WHAT IS NEEDED:
Copy all lines below containing "Zaninelli".

INFORMATION:

= = =

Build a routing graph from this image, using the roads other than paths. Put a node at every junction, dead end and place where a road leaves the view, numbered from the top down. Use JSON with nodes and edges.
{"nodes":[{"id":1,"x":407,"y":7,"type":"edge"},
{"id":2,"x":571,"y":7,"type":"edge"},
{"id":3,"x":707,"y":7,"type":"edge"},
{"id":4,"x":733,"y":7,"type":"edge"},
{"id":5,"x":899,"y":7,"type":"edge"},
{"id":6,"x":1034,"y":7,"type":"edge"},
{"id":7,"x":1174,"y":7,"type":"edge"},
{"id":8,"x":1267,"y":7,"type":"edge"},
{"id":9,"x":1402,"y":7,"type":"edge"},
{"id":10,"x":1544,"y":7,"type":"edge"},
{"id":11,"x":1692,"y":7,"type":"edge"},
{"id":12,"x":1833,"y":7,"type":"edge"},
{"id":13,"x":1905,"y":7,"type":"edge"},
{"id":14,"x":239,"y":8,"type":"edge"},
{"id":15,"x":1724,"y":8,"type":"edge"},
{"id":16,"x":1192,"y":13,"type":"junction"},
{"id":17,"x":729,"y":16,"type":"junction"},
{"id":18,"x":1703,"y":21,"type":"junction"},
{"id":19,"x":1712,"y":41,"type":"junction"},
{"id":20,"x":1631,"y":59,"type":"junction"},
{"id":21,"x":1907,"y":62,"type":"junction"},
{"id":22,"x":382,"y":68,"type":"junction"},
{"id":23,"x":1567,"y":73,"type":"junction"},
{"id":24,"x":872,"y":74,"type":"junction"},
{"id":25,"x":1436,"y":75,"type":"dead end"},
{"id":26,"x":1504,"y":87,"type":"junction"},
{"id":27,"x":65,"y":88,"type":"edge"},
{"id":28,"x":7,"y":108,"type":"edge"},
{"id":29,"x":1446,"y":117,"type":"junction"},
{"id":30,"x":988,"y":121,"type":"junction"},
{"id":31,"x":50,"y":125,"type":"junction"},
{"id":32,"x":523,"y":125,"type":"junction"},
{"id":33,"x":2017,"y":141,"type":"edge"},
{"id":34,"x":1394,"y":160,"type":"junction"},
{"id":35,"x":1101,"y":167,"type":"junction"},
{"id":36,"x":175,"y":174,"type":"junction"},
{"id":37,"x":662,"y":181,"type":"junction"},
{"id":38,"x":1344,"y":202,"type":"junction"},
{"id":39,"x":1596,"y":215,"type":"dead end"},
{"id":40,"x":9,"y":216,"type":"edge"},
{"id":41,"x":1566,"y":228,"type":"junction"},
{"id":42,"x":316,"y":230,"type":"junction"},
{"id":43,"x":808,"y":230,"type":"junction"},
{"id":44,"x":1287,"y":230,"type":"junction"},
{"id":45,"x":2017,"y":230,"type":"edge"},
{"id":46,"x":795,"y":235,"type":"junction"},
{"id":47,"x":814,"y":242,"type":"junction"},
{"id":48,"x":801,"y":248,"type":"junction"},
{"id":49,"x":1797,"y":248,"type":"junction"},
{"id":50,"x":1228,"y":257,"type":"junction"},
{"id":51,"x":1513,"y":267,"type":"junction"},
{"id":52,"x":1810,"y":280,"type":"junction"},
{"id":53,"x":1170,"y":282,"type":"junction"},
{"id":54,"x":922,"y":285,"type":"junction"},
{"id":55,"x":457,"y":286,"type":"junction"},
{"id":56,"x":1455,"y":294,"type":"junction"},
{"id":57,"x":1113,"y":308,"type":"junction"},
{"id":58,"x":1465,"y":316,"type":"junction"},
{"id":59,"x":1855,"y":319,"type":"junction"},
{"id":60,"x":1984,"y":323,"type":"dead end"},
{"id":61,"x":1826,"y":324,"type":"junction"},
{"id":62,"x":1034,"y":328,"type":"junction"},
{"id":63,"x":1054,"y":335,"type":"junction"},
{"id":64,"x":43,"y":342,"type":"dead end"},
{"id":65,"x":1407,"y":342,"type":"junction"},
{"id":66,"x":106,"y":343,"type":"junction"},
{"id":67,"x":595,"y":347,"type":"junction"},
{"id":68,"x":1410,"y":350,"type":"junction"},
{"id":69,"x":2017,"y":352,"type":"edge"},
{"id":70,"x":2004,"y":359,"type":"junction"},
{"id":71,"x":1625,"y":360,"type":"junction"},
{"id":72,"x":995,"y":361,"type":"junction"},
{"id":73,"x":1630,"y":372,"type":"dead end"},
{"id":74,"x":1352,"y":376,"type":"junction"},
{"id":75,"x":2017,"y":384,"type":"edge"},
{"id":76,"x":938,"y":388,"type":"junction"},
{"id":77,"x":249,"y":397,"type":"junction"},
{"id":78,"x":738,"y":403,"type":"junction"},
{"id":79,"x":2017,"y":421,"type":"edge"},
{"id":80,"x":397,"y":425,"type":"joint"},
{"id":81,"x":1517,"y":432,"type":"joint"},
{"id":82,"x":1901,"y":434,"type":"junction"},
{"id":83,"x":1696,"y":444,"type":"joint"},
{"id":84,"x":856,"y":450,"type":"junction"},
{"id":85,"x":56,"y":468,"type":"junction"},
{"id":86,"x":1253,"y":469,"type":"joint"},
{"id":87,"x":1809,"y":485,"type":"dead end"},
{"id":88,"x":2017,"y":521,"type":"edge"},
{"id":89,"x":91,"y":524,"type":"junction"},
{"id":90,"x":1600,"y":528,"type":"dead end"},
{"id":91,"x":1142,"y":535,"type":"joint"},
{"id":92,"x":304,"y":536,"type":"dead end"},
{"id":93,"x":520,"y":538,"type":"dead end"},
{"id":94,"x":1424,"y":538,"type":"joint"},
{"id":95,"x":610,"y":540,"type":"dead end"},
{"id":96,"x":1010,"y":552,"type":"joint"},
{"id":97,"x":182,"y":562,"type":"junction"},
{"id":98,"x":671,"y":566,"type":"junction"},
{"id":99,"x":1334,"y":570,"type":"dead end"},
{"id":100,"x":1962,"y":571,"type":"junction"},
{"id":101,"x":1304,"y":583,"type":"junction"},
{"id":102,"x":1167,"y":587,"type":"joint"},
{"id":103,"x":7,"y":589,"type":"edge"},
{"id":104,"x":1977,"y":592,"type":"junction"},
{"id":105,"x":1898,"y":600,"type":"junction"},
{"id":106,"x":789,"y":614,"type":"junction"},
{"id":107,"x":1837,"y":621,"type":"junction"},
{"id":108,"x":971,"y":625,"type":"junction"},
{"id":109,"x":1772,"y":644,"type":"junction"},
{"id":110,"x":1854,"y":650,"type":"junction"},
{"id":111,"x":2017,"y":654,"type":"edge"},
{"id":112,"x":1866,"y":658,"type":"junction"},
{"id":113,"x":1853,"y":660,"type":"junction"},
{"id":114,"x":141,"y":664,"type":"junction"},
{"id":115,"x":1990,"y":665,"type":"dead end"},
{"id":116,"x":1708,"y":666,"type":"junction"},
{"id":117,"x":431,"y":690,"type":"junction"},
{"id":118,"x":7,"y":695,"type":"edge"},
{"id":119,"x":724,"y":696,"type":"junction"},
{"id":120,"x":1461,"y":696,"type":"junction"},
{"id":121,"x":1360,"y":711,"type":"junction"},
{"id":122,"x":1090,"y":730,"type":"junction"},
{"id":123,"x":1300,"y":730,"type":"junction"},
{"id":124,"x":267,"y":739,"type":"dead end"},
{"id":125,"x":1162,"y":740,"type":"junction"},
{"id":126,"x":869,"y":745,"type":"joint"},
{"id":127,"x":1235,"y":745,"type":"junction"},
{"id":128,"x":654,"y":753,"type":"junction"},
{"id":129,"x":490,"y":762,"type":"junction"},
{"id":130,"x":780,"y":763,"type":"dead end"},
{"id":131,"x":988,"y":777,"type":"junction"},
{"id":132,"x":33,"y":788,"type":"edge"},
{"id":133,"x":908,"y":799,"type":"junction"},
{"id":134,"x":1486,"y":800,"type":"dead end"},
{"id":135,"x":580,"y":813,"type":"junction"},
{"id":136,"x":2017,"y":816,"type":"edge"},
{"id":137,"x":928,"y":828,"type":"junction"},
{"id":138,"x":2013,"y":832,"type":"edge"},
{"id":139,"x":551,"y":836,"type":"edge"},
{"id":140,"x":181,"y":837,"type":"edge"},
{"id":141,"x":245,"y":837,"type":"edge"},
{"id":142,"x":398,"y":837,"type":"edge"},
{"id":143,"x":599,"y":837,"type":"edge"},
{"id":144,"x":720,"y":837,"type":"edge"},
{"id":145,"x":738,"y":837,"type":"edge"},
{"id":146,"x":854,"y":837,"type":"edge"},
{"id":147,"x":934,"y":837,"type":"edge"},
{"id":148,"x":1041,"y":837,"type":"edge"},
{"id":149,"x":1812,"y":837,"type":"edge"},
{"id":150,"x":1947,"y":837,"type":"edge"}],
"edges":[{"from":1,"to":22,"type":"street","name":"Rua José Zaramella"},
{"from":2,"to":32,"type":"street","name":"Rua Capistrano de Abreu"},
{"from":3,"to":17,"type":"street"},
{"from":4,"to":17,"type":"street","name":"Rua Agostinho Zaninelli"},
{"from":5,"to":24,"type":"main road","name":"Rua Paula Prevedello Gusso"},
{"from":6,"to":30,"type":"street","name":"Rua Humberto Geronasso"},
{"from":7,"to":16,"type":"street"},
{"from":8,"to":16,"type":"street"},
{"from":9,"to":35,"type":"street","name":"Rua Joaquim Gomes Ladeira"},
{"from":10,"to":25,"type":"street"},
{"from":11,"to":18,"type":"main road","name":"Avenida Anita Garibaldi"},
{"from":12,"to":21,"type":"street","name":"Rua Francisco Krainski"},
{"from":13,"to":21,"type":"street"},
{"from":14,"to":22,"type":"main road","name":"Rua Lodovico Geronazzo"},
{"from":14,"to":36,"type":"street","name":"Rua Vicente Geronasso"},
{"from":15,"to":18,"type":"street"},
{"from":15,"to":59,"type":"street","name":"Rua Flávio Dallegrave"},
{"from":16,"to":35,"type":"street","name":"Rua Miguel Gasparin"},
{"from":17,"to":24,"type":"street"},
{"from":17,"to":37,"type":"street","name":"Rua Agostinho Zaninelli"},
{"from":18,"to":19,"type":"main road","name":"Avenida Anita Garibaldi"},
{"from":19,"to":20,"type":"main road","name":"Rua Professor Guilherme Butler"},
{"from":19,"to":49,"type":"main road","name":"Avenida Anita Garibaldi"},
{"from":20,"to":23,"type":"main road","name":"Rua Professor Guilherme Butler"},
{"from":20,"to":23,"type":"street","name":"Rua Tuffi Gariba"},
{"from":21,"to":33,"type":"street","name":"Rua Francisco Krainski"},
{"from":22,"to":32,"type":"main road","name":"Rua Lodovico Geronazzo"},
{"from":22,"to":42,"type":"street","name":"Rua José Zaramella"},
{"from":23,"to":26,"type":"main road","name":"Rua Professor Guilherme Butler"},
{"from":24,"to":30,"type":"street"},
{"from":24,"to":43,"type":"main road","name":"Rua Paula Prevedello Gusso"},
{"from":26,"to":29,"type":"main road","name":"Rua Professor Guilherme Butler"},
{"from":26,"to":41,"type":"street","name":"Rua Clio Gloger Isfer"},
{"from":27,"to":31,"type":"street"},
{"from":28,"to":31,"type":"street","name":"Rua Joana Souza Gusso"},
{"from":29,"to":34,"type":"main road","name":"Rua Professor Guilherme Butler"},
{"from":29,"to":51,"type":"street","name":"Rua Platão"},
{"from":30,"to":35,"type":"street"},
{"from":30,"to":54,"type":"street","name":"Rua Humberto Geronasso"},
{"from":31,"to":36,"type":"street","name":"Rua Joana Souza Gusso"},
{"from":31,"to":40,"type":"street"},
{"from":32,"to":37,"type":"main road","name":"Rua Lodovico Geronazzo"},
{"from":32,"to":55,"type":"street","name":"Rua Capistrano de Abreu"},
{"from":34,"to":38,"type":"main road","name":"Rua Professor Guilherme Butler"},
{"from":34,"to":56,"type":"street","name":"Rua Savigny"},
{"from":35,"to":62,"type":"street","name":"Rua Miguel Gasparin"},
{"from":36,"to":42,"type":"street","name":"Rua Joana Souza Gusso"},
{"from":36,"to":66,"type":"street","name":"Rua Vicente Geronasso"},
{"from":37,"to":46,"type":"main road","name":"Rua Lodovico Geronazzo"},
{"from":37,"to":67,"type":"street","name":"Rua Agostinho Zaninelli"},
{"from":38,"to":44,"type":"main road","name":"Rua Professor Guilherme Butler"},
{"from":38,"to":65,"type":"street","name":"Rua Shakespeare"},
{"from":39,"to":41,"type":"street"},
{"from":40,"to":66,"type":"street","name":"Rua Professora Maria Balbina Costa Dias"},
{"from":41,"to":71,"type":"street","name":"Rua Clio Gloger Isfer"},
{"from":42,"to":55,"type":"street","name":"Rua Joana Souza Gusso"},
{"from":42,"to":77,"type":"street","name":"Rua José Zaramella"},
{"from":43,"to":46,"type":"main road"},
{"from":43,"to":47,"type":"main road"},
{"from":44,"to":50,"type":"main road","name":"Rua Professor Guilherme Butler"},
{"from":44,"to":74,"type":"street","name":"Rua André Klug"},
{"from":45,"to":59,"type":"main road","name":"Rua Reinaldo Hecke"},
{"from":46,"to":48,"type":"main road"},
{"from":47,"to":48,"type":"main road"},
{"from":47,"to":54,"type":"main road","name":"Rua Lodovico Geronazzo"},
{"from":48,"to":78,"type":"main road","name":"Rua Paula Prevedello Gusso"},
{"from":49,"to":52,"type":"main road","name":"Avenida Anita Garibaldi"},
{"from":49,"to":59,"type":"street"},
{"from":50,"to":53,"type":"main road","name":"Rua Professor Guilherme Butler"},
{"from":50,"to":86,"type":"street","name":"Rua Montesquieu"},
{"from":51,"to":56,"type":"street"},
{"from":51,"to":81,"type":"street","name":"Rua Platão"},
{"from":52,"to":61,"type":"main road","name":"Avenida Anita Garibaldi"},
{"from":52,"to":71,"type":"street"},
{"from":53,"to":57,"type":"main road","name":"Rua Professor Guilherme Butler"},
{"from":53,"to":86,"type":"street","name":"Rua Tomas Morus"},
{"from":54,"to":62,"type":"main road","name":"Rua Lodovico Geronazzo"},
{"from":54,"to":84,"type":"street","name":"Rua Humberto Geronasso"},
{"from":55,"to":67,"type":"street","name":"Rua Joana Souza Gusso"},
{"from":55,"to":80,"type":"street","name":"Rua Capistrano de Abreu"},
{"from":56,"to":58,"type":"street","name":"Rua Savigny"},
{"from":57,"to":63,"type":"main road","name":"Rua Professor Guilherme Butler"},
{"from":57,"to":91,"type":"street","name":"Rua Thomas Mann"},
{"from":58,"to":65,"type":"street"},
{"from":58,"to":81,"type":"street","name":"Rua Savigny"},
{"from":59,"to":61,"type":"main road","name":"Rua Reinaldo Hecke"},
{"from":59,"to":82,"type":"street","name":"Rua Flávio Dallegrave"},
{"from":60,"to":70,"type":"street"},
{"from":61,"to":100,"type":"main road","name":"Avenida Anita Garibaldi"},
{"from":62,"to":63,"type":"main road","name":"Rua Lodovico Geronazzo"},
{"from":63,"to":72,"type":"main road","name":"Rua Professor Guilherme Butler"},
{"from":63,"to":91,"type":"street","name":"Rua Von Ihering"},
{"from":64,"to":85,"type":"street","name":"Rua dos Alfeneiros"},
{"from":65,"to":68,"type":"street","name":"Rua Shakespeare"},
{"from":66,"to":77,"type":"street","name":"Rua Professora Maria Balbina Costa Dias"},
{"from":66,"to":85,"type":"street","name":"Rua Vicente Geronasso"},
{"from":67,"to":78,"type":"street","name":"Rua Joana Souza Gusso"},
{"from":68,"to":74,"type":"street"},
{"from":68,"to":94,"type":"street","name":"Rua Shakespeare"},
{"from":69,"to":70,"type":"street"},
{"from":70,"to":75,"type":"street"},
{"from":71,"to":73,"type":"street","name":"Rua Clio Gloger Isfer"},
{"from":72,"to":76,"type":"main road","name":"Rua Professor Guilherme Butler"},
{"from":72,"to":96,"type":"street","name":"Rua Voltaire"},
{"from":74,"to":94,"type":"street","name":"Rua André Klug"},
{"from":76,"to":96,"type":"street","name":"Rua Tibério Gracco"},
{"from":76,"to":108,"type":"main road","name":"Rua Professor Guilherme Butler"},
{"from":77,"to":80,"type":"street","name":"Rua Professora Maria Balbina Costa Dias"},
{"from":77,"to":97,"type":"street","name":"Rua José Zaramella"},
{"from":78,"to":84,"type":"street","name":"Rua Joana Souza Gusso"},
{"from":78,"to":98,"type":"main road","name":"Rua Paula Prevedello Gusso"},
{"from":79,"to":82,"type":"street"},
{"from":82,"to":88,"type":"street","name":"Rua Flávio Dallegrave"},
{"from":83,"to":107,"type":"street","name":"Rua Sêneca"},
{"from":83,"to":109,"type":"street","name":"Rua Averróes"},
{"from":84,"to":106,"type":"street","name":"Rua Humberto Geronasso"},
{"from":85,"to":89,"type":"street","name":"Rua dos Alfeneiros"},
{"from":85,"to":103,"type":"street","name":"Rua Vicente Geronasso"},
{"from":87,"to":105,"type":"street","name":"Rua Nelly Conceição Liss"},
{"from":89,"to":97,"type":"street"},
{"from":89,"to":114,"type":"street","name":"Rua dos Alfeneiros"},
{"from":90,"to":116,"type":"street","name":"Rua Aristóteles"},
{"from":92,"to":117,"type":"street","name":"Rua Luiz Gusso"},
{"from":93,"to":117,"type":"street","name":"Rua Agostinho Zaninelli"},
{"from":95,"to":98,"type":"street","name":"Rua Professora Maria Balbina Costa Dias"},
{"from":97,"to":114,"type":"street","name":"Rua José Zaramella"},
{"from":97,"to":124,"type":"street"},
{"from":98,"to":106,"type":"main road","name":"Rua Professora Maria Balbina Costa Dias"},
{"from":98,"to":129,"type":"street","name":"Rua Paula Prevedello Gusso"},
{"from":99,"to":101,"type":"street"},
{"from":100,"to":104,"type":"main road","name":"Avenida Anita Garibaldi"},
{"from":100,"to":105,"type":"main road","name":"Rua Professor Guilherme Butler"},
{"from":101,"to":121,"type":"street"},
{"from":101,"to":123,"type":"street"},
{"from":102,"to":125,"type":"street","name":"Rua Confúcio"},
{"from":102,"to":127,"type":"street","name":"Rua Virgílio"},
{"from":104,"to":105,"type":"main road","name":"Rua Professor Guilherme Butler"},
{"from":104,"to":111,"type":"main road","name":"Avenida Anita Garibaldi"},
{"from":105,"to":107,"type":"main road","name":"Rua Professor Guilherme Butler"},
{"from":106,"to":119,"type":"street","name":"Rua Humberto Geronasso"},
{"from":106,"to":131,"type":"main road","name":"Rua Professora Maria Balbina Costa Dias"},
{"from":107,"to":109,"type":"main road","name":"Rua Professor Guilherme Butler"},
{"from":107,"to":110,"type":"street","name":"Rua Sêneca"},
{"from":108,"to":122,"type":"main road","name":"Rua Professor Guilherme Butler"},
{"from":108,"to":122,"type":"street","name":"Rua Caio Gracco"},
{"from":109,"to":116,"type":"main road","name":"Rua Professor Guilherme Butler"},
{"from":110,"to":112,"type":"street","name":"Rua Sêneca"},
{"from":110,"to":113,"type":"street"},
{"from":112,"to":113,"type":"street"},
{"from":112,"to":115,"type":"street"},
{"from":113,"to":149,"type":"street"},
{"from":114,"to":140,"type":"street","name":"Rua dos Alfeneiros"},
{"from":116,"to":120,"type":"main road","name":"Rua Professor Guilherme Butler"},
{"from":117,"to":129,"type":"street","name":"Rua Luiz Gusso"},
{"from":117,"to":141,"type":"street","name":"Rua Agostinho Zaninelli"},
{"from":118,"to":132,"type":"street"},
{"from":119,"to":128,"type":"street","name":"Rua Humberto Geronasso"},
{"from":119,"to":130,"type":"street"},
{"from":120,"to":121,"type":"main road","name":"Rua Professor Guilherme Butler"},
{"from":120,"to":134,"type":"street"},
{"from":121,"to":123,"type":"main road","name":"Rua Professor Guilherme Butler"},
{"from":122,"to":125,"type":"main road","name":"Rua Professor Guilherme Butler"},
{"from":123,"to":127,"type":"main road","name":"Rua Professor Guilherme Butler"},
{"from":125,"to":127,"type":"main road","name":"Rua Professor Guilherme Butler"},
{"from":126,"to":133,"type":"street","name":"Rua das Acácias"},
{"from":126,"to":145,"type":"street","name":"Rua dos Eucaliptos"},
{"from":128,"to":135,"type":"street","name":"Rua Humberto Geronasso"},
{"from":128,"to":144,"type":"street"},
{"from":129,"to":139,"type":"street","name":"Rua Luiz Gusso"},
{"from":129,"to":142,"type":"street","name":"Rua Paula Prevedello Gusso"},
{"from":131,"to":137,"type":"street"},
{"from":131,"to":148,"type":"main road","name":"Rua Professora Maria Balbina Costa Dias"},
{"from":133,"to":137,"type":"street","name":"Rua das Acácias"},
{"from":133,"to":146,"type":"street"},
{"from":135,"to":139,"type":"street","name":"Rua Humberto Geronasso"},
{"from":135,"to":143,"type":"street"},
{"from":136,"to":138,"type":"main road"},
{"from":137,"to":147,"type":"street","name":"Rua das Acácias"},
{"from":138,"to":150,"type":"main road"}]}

= = =

EXERCISE RESULT:
{"from":4,"to":17,"type":"street","name":"Rua Agostinho Zaninelli"},
{"from":17,"to":37,"type":"street","name":"Rua Agostinho Zaninelli"},
{"from":37,"to":67,"type":"street","name":"Rua Agostinho Zaninelli"},
{"from":93,"to":117,"type":"street","name":"Rua Agostinho Zaninelli"},
{"from":117,"to":141,"type":"street","name":"Rua Agostinho Zaninelli"},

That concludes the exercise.